• [Exercise]
Among the entries below, retype exactly the lines starting with the one with "Turn the roads other than paths in the map in" and going on through the one with "Turn the roads other than paths in the map image", but not the pictures.
========================================================================
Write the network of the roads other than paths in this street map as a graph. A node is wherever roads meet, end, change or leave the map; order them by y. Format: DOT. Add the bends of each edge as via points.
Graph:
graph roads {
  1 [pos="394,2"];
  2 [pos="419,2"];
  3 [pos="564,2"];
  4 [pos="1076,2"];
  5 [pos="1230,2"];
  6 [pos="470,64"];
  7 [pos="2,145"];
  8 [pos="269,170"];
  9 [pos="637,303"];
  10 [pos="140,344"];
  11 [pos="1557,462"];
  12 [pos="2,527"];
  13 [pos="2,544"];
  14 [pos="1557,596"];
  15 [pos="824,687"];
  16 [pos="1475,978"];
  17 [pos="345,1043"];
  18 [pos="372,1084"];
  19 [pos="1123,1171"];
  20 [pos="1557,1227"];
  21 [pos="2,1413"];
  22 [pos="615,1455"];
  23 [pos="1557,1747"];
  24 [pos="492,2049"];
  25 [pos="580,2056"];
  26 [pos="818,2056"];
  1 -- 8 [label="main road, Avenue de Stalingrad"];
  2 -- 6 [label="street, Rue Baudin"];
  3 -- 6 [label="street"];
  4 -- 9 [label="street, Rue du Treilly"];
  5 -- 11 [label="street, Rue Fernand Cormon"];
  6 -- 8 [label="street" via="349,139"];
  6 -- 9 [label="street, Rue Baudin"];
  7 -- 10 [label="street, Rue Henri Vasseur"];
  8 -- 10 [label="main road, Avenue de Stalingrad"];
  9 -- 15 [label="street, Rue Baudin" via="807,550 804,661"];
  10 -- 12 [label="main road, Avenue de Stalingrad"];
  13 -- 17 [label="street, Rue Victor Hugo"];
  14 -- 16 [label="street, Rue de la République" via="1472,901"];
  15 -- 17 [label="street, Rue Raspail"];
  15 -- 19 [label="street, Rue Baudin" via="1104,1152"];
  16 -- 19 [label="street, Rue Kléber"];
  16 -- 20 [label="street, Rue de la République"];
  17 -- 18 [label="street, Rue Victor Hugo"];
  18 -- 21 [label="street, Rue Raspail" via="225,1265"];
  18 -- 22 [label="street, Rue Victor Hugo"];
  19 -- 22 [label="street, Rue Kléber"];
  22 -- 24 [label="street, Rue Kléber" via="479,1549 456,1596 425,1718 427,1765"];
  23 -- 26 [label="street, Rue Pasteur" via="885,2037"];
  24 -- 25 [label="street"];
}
========================================================================
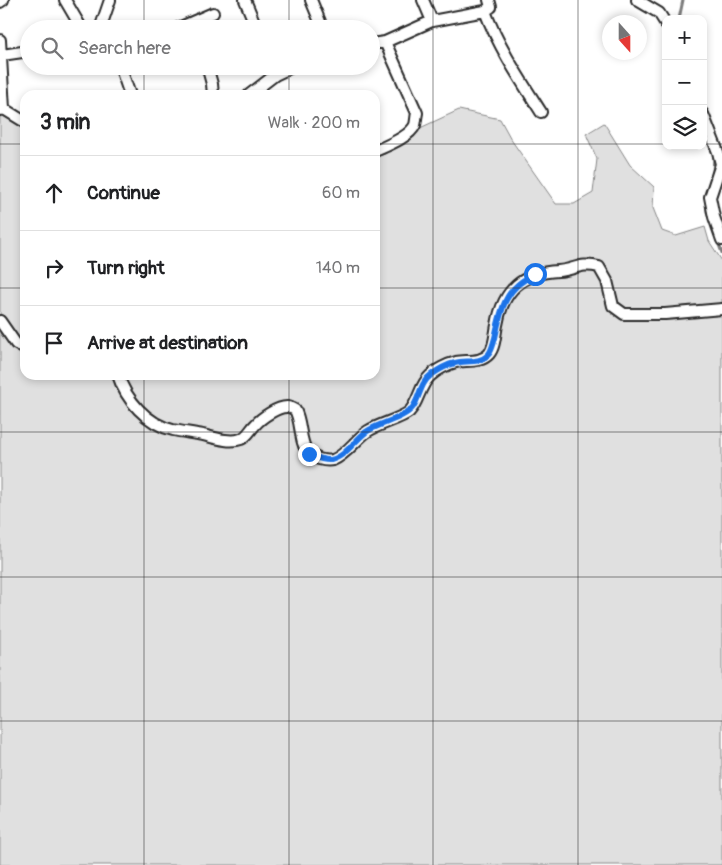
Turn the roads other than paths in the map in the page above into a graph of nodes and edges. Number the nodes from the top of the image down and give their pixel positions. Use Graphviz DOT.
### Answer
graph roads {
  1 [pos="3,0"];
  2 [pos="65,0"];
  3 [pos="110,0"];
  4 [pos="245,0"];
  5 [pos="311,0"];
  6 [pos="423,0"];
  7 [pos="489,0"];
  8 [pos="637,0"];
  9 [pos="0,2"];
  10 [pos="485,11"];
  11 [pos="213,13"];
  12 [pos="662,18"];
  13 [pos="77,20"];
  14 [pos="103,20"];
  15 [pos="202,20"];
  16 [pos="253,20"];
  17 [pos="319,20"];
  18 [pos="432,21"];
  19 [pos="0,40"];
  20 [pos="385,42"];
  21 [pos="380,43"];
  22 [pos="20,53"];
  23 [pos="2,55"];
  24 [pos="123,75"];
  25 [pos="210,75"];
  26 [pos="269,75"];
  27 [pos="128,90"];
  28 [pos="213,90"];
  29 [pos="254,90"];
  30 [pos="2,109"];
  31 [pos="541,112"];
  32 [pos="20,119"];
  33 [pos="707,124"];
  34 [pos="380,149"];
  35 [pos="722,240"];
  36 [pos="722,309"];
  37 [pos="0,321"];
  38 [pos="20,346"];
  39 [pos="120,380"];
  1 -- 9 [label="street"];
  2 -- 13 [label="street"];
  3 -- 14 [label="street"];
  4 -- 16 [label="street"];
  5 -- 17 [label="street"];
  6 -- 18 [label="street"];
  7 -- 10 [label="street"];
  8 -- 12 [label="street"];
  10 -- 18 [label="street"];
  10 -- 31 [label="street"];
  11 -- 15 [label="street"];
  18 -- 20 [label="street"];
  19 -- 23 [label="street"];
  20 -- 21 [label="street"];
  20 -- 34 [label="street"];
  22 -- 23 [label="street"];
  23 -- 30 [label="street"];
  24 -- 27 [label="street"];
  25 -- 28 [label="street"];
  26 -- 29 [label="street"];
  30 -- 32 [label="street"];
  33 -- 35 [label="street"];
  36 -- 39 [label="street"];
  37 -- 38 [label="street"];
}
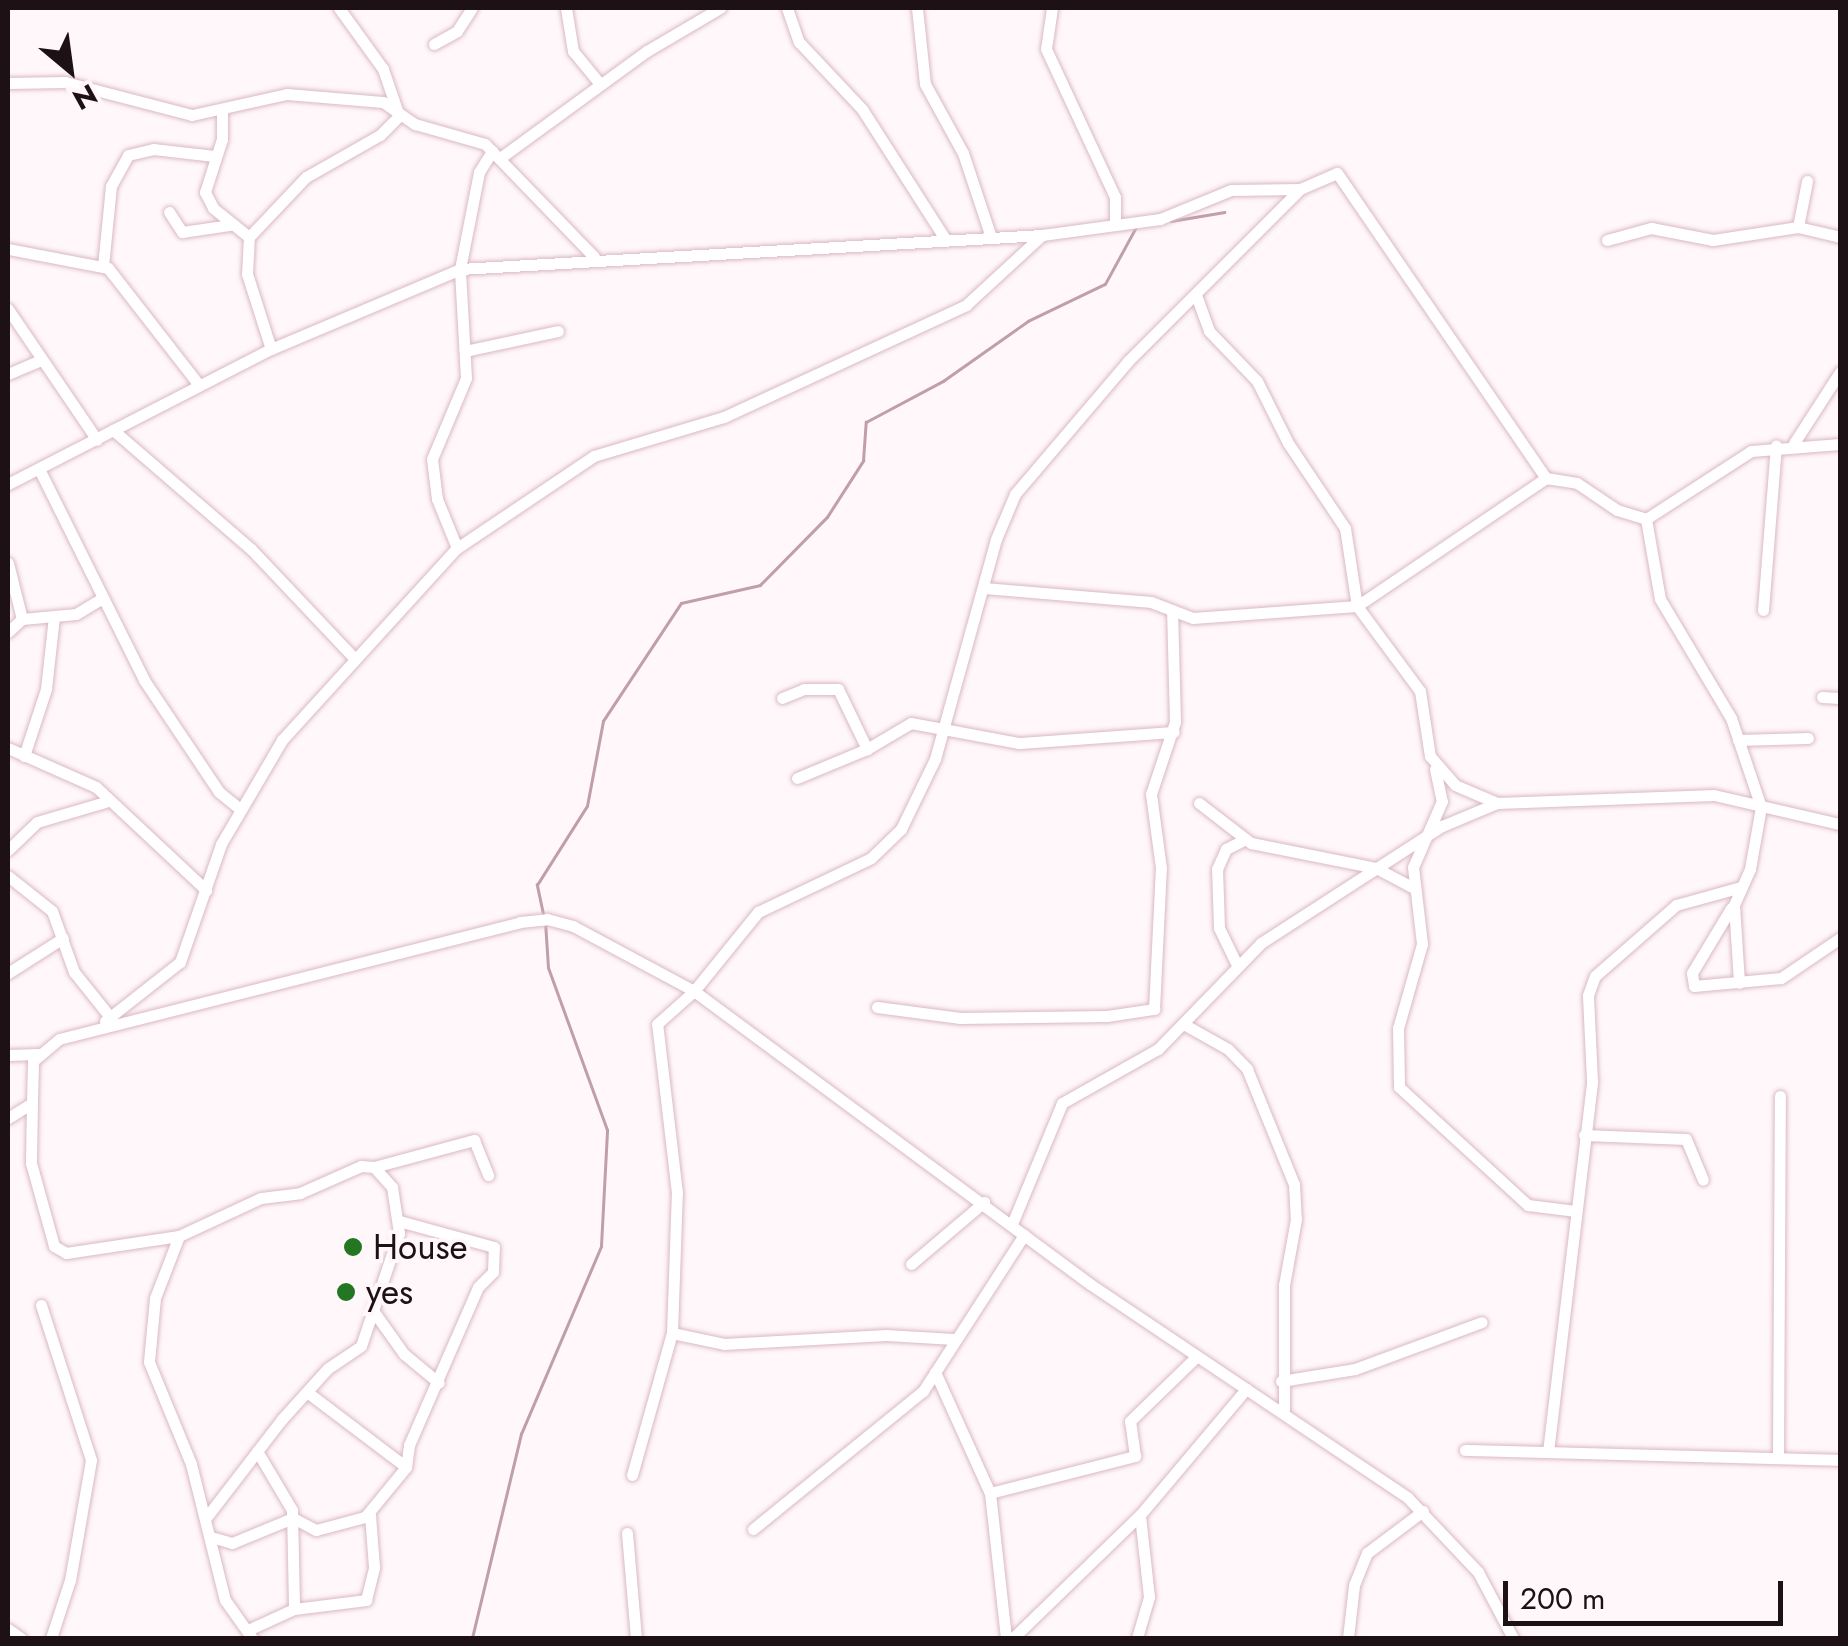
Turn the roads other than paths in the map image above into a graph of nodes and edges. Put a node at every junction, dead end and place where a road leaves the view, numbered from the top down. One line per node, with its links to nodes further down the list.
========================================================================
• [Solution for this exercise]
Turn the roads other than paths in the map in the page above into a graph of nodes and edges. Number the nodes from the top of the image down and give their pixel positions. Use Graphviz DOT.
### Answer
graph roads {
  1 [pos="3,0"];
  2 [pos="65,0"];
  3 [pos="110,0"];
  4 [pos="245,0"];
  5 [pos="311,0"];
  6 [pos="423,0"];
  7 [pos="489,0"];
  8 [pos="637,0"];
  9 [pos="0,2"];
  10 [pos="485,11"];
  11 [pos="213,13"];
  12 [pos="662,18"];
  13 [pos="77,20"];
  14 [pos="103,20"];
  15 [pos="202,20"];
  16 [pos="253,20"];
  17 [pos="319,20"];
  18 [pos="432,21"];
  19 [pos="0,40"];
  20 [pos="385,42"];
  21 [pos="380,43"];
  22 [pos="20,53"];
  23 [pos="2,55"];
  24 [pos="123,75"];
  25 [pos="210,75"];
  26 [pos="269,75"];
  27 [pos="128,90"];
  28 [pos="213,90"];
  29 [pos="254,90"];
  30 [pos="2,109"];
  31 [pos="541,112"];
  32 [pos="20,119"];
  33 [pos="707,124"];
  34 [pos="380,149"];
  35 [pos="722,240"];
  36 [pos="722,309"];
  37 [pos="0,321"];
  38 [pos="20,346"];
  39 [pos="120,380"];
  1 -- 9 [label="street"];
  2 -- 13 [label="street"];
  3 -- 14 [label="street"];
  4 -- 16 [label="street"];
  5 -- 17 [label="street"];
  6 -- 18 [label="street"];
  7 -- 10 [label="street"];
  8 -- 12 [label="street"];
  10 -- 18 [label="street"];
  10 -- 31 [label="street"];
  11 -- 15 [label="street"];
  18 -- 20 [label="street"];
  19 -- 23 [label="street"];
  20 -- 21 [label="street"];
  20 -- 34 [label="street"];
  22 -- 23 [label="street"];
  23 -- 30 [label="street"];
  24 -- 27 [label="street"];
  25 -- 28 [label="street"];
  26 -- 29 [label="street"];
  30 -- 32 [label="street"];
  33 -- 35 [label="street"];
  36 -- 39 [label="street"];
  37 -- 38 [label="street"];
}
Turn the roads other than paths in the map image above into a graph of nodes and edges. Put a node at every junction, dead end and place where a road leaves the view, numbered from the top down. One line per node, with its links to nodes further down the list.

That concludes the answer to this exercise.